Goal of the exercise
Below are records; copy every line in them that holds the word "main".
=== Begin Enclosure ===
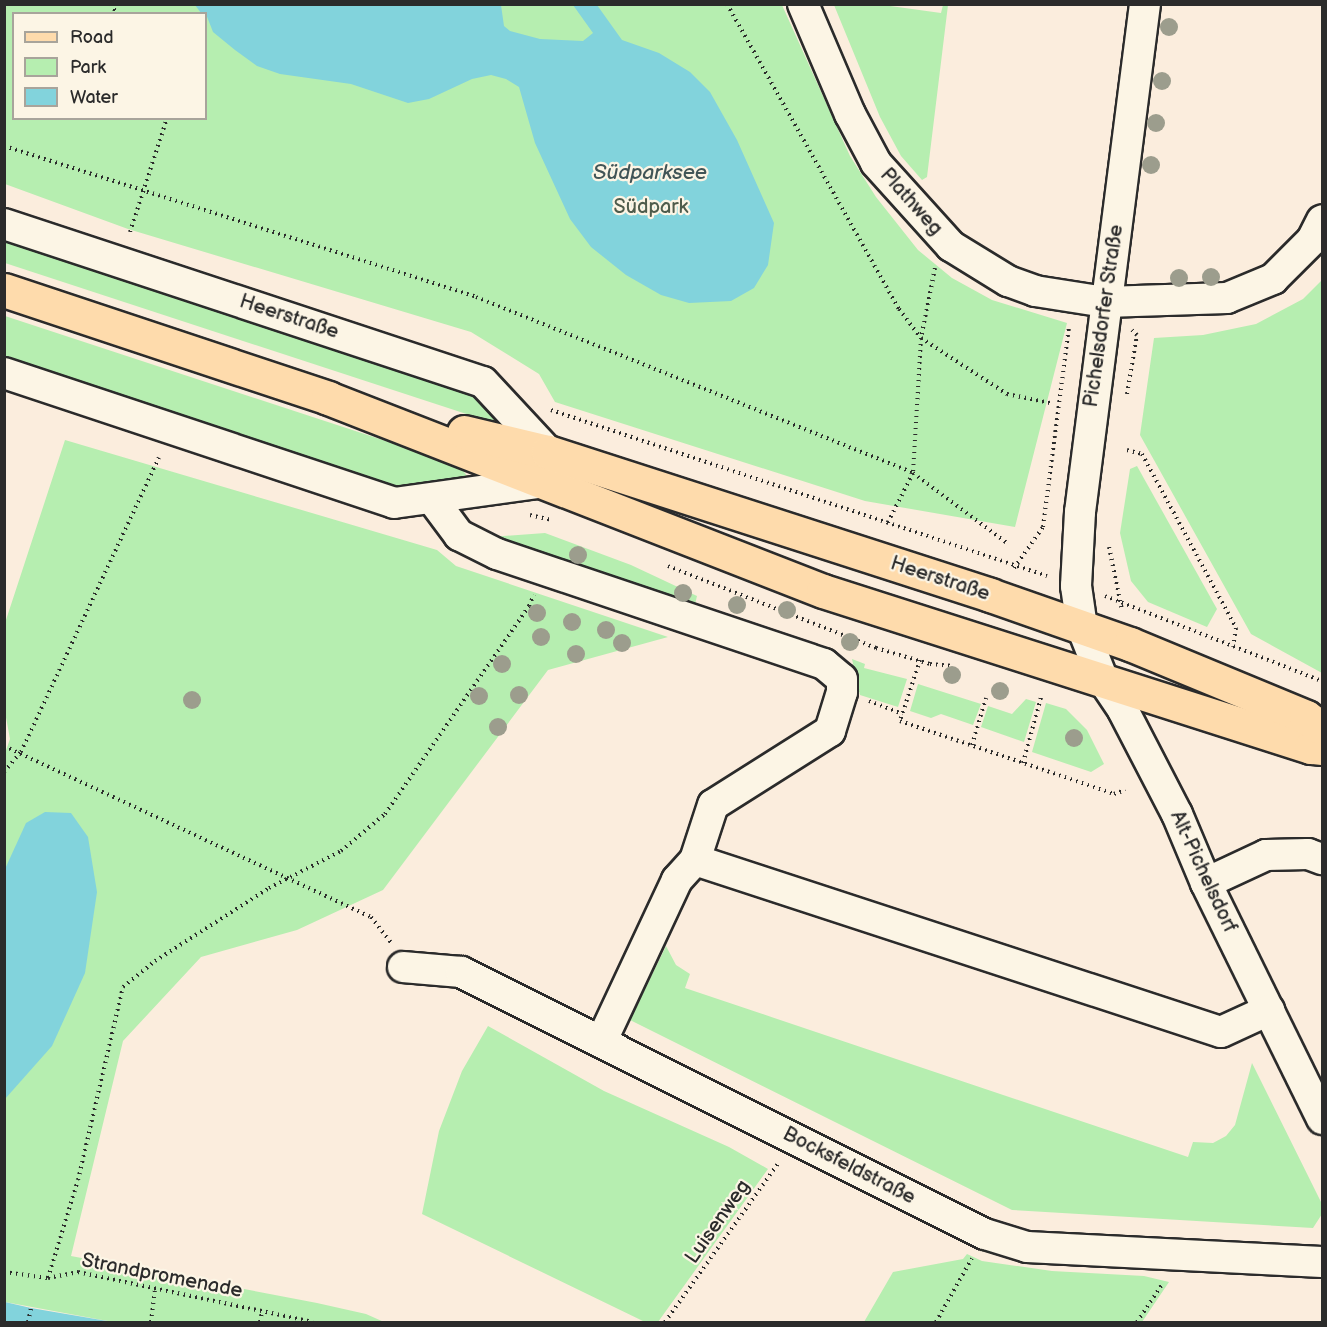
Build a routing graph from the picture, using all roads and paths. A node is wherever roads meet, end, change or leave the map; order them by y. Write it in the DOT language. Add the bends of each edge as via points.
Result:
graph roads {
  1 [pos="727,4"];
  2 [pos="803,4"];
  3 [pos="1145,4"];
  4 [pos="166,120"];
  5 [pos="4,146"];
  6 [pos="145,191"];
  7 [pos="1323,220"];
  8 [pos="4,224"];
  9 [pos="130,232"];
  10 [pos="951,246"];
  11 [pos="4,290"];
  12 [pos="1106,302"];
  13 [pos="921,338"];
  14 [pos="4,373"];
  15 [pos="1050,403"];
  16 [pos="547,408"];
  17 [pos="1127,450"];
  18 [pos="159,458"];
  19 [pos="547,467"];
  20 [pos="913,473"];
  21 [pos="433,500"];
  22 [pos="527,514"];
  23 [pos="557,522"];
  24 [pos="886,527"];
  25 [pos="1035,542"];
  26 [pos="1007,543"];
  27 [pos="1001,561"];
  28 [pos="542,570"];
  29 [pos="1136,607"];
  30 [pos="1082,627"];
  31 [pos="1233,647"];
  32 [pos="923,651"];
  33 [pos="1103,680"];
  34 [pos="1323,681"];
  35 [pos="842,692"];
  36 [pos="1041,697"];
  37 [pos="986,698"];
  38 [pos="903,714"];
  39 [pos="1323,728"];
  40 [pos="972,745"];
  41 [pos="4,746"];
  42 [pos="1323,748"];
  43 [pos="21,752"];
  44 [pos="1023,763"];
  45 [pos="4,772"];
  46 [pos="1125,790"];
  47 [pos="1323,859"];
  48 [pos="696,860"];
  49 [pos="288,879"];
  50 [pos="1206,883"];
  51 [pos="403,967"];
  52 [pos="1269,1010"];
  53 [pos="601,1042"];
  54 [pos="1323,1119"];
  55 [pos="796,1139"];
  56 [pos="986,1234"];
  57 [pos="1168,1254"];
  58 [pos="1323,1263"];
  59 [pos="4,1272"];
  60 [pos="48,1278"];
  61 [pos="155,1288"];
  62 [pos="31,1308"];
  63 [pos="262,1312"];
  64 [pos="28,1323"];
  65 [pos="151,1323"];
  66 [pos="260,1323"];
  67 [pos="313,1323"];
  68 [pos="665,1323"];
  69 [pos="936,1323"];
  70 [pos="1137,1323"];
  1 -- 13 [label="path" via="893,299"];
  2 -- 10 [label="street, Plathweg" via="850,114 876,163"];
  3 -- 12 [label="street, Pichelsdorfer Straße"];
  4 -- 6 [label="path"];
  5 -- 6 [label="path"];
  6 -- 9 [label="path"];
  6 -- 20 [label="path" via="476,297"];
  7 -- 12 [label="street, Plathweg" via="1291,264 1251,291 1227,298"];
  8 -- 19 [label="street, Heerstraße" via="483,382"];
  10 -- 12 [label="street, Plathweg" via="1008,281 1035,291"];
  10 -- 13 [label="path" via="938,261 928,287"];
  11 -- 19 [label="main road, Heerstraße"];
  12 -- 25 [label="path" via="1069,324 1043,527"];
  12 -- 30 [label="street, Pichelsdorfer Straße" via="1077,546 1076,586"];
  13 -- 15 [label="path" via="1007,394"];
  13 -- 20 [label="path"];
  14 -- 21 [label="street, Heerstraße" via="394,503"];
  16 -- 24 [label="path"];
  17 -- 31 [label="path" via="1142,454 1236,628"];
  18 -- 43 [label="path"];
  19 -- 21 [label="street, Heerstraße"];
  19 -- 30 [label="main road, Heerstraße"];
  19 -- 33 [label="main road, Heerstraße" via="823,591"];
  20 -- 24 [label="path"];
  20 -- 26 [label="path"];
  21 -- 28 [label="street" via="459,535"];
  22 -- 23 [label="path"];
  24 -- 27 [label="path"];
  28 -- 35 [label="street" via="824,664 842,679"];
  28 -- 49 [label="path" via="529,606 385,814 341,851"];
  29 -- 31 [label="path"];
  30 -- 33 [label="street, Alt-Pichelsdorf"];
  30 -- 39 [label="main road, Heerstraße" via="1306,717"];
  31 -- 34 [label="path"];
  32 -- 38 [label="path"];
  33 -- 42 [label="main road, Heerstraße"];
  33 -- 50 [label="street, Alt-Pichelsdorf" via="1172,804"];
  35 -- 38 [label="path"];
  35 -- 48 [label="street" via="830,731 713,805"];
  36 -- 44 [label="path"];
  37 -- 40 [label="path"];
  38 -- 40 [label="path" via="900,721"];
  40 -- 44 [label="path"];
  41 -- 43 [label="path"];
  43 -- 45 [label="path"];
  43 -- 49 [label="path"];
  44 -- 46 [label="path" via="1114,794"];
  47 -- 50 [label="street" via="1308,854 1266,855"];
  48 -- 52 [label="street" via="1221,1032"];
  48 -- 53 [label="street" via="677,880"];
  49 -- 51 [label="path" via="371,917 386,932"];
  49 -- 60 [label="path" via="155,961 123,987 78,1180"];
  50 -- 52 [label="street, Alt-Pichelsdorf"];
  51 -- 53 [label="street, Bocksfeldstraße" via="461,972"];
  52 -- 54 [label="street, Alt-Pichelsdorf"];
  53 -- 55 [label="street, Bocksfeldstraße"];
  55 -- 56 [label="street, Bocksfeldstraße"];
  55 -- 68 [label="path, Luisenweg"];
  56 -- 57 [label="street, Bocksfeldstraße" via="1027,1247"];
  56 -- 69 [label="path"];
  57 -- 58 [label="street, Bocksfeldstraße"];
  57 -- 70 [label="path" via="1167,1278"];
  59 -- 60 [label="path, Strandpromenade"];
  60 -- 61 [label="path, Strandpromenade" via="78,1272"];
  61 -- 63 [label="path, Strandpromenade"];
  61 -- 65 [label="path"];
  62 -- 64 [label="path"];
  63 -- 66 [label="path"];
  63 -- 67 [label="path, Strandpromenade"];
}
=== End Enclosure ===
Answer section
  11 -- 19 [label="main road, Heerstraße"];
  19 -- 30 [label="main road, Heerstraße"];
  19 -- 33 [label="main road, Heerstraße" via="823,591"];
  30 -- 39 [label="main road, Heerstraße" via="1306,717"];
  33 -- 42 [label="main road, Heerstraße"];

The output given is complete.